It mixes fact and fiction to tell a compelling story. Some of the characters existed while others are fictional or a blend of people from that period.
I’m going to closely examine some of the factual characters in Knightfall. And I’m starting with King Phlip of France, played by actor Ed Stoppard.
King Philip the Fair of France
The villain of the piece, if you’re a Templar fan! King Philip was a capricious monarch with a track record of squeezing money from different social groups in France to pay off his debts. The Jews, the church and Lombard merchants had all been given a shaking down by the king’s enforcers eager to snatch their loot.
But it took some daring to take on the Knights Templar.
Why did Philip the Fair come after the knights? After all, the last Grand Master – Jacques de Molay – had been a trusted individual who had even helped to bear the coffin of his sister-in-law – Catherine de Valois – at her funeral, days before his arrest.
Philip had first become aware of the Templar’s wealth when he had taken refuge in their Paris headquarters during severe rioting. The disturbance was his own fault. He had devalued the currency and Parisians felt short changed. So, they took to the streets and fearing for his life, Philip scuttled into the Paris Temple. What he saw there set him on a course that would destroy the order.
The huge amount of money Philip the Fair believed the Templars owned made them a target for his avarice. However, the Templars were sitting on cash that they held in trust for their rich clients. They didn’t own vast amounts – they held it to be paid back to knights on crusade who could withdraw the money using a primitive version of bank cheques while they were abroad.

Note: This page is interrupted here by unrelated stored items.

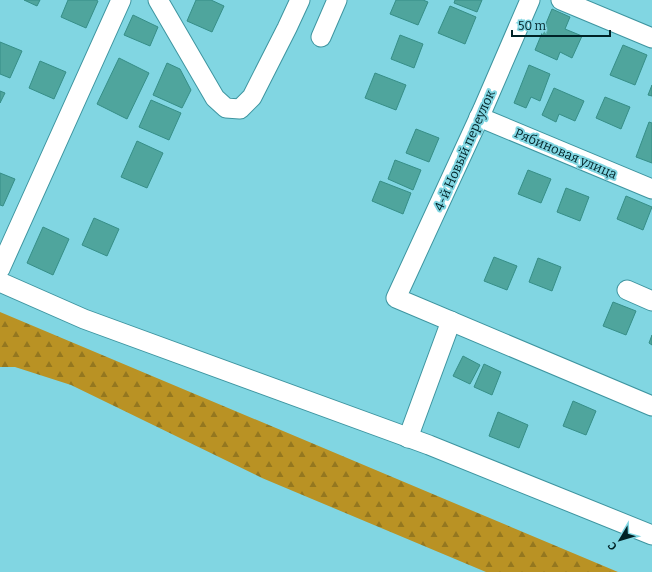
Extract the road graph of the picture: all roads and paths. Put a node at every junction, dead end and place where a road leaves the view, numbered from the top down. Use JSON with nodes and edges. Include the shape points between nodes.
{"nodes":[{"id":1,"x":122,"y":0,"type":"edge"},
{"id":2,"x":158,"y":0,"type":"edge"},
{"id":3,"x":300,"y":0,"type":"edge"},
{"id":4,"x":337,"y":0,"type":"edge"},
{"id":5,"x":530,"y":0,"type":"edge"},
{"id":6,"x":561,"y":0,"type":"edge"},
{"id":7,"x":321,"y":37,"type":"dead end"},
{"id":8,"x":652,"y":38,"type":"edge"},
{"id":9,"x":480,"y":117,"type":"junction"},
{"id":10,"x":652,"y":189,"type":"edge"},
{"id":11,"x":0,"y":269,"type":"edge"},
{"id":12,"x":0,"y":282,"type":"edge"},
{"id":13,"x":627,"y":290,"type":"dead end"},
{"id":14,"x":652,"y":301,"type":"edge"},
{"id":15,"x":451,"y":321,"type":"junction"},
{"id":16,"x":652,"y":406,"type":"edge"},
{"id":17,"x":408,"y":438,"type":"junction"},
{"id":18,"x":652,"y":535,"type":"edge"}],
"edges":[{"from":1,"to":11,"type":"street"},
{"from":2,"to":3,"type":"street","via":[[215,98],[226,108],[240,109],[252,97]]},
{"from":4,"to":7,"type":"street"},
{"from":5,"to":9,"type":"street","name":"4-й Новый переулок"},
{"from":6,"to":8,"type":"street"},
{"from":9,"to":10,"type":"street","name":"Рябиновая улица"},
{"from":9,"to":15,"type":"street","name":"4-й Новый переулок","via":[[396,298]]},
{"from":12,"to":17,"type":"street","via":[[84,319]]},
{"from":13,"to":14,"type":"street"},
{"from":15,"to":16,"type":"street"},
{"from":15,"to":17,"type":"street"},
{"from":17,"to":18,"type":"street"}]}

Philip didn’t grasp this. You could say he was financially unsophisticated. Instead, he just saw lots of loot he could get his hands on if only he could trump up some charges against the Knights Templar, shut them down and grab their assets. And that’s exactly what he did.
When the king’s soldiers arrived at the Paris Temple expecting to cart off enormous sacks of treasure – they found next to nothing. The fabled wealth turned out to be exactly that – a fable. Most likely there had been a run on the Templar bank as the order’s military fortunes declined. They were losing battle after battle in the Middle East and so what was the point in banking with them?
That didn’t stop Philip spending years putting pressure on the Pope and his inquisitors to find the Templars guilty and end up burning Jacques de Molay at the stake in front of Notre Dame cathedral.
This spectacular act of vindictiveness has astonished people down the ages. It’s left people wondering what ulterior motives the king would have had for such brutality. Did he think, as some have suggested, that the Templars were planning a coup against the monarchy in France? Were they hoping to carve out their own kingdom in southern France? Had they hidden their wealth abroad even as far as Scotland or modern day Portugal?
And what of the outlandish charges made against the Knights Templar – that they engaged in sodomy, denounced Christ, worshipped a strange head and desecrated the crucifix? Most historians think these were standard issue trumped up charges used to discredit enemies of the state.
But – could the king really have believed these charges? Philip the Fair seems to have genuinely thought he was continuing the saintly legacy of his grandfather, Louis IX – a crusader king who had brought Christ’s crown of thorns to Paris. Could Philip have sincerely felt the Templars were heretical and had to be crushed?
Whatever the truth, King Philip certainly succeeded in suppressing the Templars but it didn’t prove to be the major cash boost that he had hoped for. And it left him with a reputation for paranoia, sadism and greed.